Saturday, March 10, 2012

When the Crown in the Bain case finally knew they were sunk.


Part of the following was posted by me somewhere else. A few changes made for in the interests of clarity: I should also point out that in his book 'Trial by Ambush' Karam makes it clear that the Prosecution had been unaware of several critical aspects of omissions in the Crown case, and no doubt the concession was in recognition of those omissions and further pointed evidence that showed that with the omissions concluded the Crown case against David failed.

So when the Crown capitulated and conceded that Robin could have turned the computer on, they were accepting he was the killer unless they were advancing the theory that Robin walked about the house with all the dead present before David returned.
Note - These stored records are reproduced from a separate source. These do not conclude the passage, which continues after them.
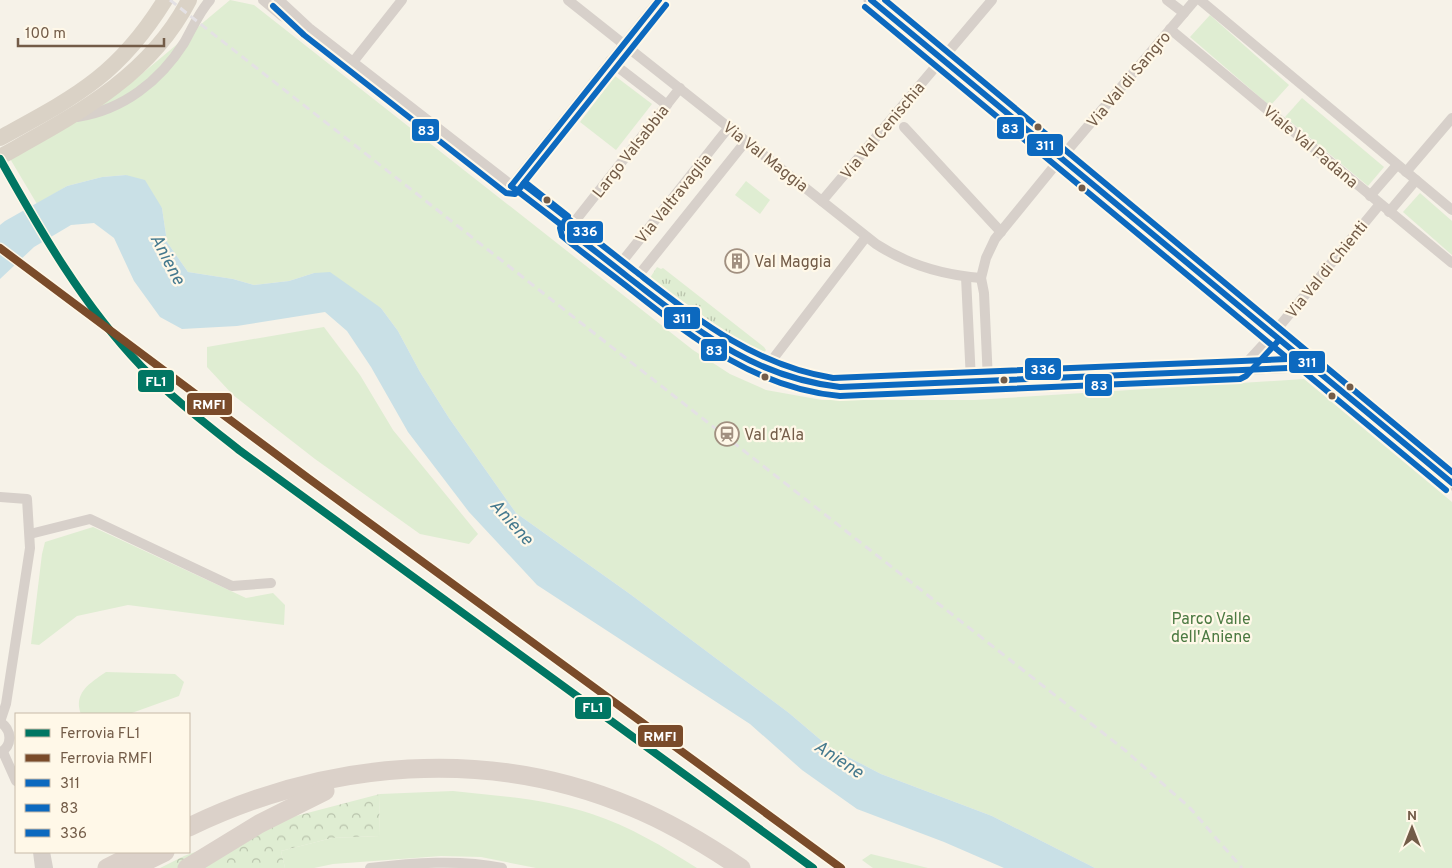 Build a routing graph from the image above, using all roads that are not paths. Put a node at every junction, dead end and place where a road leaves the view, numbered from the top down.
1 (165, 0) edge
2 (189, 0) edge
3 (210, 0) edge
4 (263, 0) edge
5 (278, 0) edge
6 (402, 0) edge
7 (568, 0) edge
8 (659, 0) edge
9 (871, 0) edge
10 (992, 0) edge
11 (1167, 0) edge
12 (1195, 0) edge
13 (1200, 0) edge
14 (1184, 13) junction
15 (309, 28) junction
16 (1170, 29) junction
17 (624, 43) junction
18 (942, 60) junction
19 (610, 61) junction
20 (354, 62) junction
21 (680, 88) junction
22 (667, 105) junction
23 (71, 118) junction
24 (1452, 118) edge
25 (729, 127) junction
26 (904, 127) dead end
27 (0, 138) edge
28 (746, 141) junction
29 (0, 157) edge
30 (1061, 158) junction
31 (1397, 165) junction
32 (1406, 172) junction
33 (1416, 180) junction
34 (511, 186) junction
35 (1370, 196) junction
36 (822, 201) junction
37 (1380, 204) junction
38 (1452, 210) edge
39 (1389, 212) junction
40 (568, 230) junction
41 (1001, 232) junction
42 (866, 237) junction
43 (1452, 264) edge
44 (617, 268) junction
45 (966, 277) junction
46 (981, 278) junction
47 (634, 281) junction
48 (1273, 334) junction
49 (1312, 367) junction
50 (766, 368) junction
51 (1240, 370) junction
52 (988, 381) junction
53 (971, 382) junction
54 (1452, 483) edge
55 (0, 497) edge
56 (30, 534) junction
57 (271, 583) dead end
58 (0, 722) edge
59 (2, 752) edge
60 (15, 779) edge
61 (325, 791) junction
62 (190, 827) edge
63 (190, 840) edge
64 (38, 853) edge
65 (45, 853) edge
66 (137, 853) edge
67 (163, 853) edge
68 (40, 868) edge
69 (48, 868) edge
70 (107, 868) edge
71 (132, 868) edge
72 (187, 868) edge
73 (370, 868) edge
74 (502, 868) edge
75 (720, 868) edge
76 (741, 868) edge

1 - 27 main road
2 - 23 main road
3 - 23 street
4 - 15 street
5 - 15 street
6 - 20 street
7 - 17 street, Via Val Maggia
8 - 17 street
9 - 18 street
10 - 18 street, Via Val Cenischia
11 - 14 street
12 - 14 street, Via Val di Sangro
13 - 31 street
14 - 16 street, Via Val di Sangro
15 - 20 street
16 - 30 street, Via Val di Sangro
16 - 35 street, Viale Val Padana
17 - 19 street
17 - 21 street, Via Val Maggia
18 - 30 street
18 - 36 street, Via Val Cenischia
19 - 22 street
19 - 34 street
20 - 34 street
21 - 22 street, Largo Valsabbia
21 - 25 street, Via Val Maggia
22 - 40 street, Largo Valsabbia
23 - 29 main road
24 - 32 street
25 - 28 street, Via Val Maggia
25 - 44 street, Via Valtravaglia
26 - 41 street
28 - 36 street, Via Val Maggia
28 - 47 street, Via Valtravaglia
30 - 41 street, Via Val di Sangro
30 - 48 street
31 - 32 street
31 - 35 street
32 - 33 street
33 - 38 street
33 - 39 street
34 - 40 street
35 - 37 street, Viale Val Padana
36 - 42 street, Via Val Maggia
37 - 39 street, Viale Val Padana
37 - 48 street, Via Val di Chienti
39 - 43 street, Viale Val Padana
40 - 44 street
41 - 46 street, Via Val di Sangro
42 - 45 street, Via Val Maggia
42 - 50 street
44 - 47 street
45 - 46 street, Via Val Maggia
45 - 53 street
46 - 52 street
47 - 50 street
48 - 49 street
48 - 51 street, Via Val di Chienti
49 - 51 street
49 - 54 street
50 - 53 street
51 - 52 street
52 - 53 street
55 - 56 street
56 - 57 street
56 - 58 street
58 - 59 street
59 - 60 street
61 - 63 highway
61 - 72 highway
61 - 75 highway
62 - 76 highway
64 - 68 street
65 - 69 street
66 - 70 highway
67 - 71 highway
73 - 74 street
I say 'walked about the house because of the evidence of Robin's footprints, with a presumed start of leaving Stephen's room, by the far the bloodiest. In reality the footprints weren't needed to prove the case against Robin, other evidence did that, the computer turn on time, Mrs Laney seeing David at the gate, but more importantly the forensic evidence of suicide.  After the concession as to that Robin could have turned the computer on, the Crown never advanced that theory that Robin 'walked among the dead innocent of their deaths' because they would have looked sillier than they already did, wholly let down by the investigative staff.
That concession was that David had an alibi supported by his sighting at the gate and the computer turn on time up to 5 minutes earlier. What they were also conceding but, like Robin walking among the dead, never said as much was that the police had deliberated ‘persuaded’ witnesses to the idea that their papers had been delivered early, in other words that David had fabricated a false alibi of being earlier rather than on time. When the police thought of this extraordinary ‘false alibi’ with which to accuse David, it apparently never troubled them, the first Jury and presumably the lawyers in the first trial, the fact of the papers in the box actually proved their delivery and if David needed a ‘false alibi’ it was to delay his return home rather than shorten his return time. That’s what happens in mojs, fantastic, nonsensical, scenarios are occupied to mislead the Court.
The police were successful in this subterfuge in the 1st trial because they hid the information that officer Anderson’s watch was 2 minutes fast when he recorded Cox’s determination of the computer turn on time, and additionally by hiding the fact that Denise Laney told the police that her car clock was five minutes fast and the police had confirmed that, so 7.40 at the gate was actually 7.45.
In related evidence, Anderson said that if he had been asked he would have admitted that his watch was fast. While kleitjnes brought into bolster, or ‘cloud’ the true time of the computer turn on, admitted that his opinion evidence, based on two time points which were bisected to give an estimated turn on time, relied on one extreme that was an impossibility, a bit like the whole case.
I don't expect that Justice Binnie can effectively deal with the above, along with the specific evidence of suicide by any satisfactory means helpful to the Robin cult.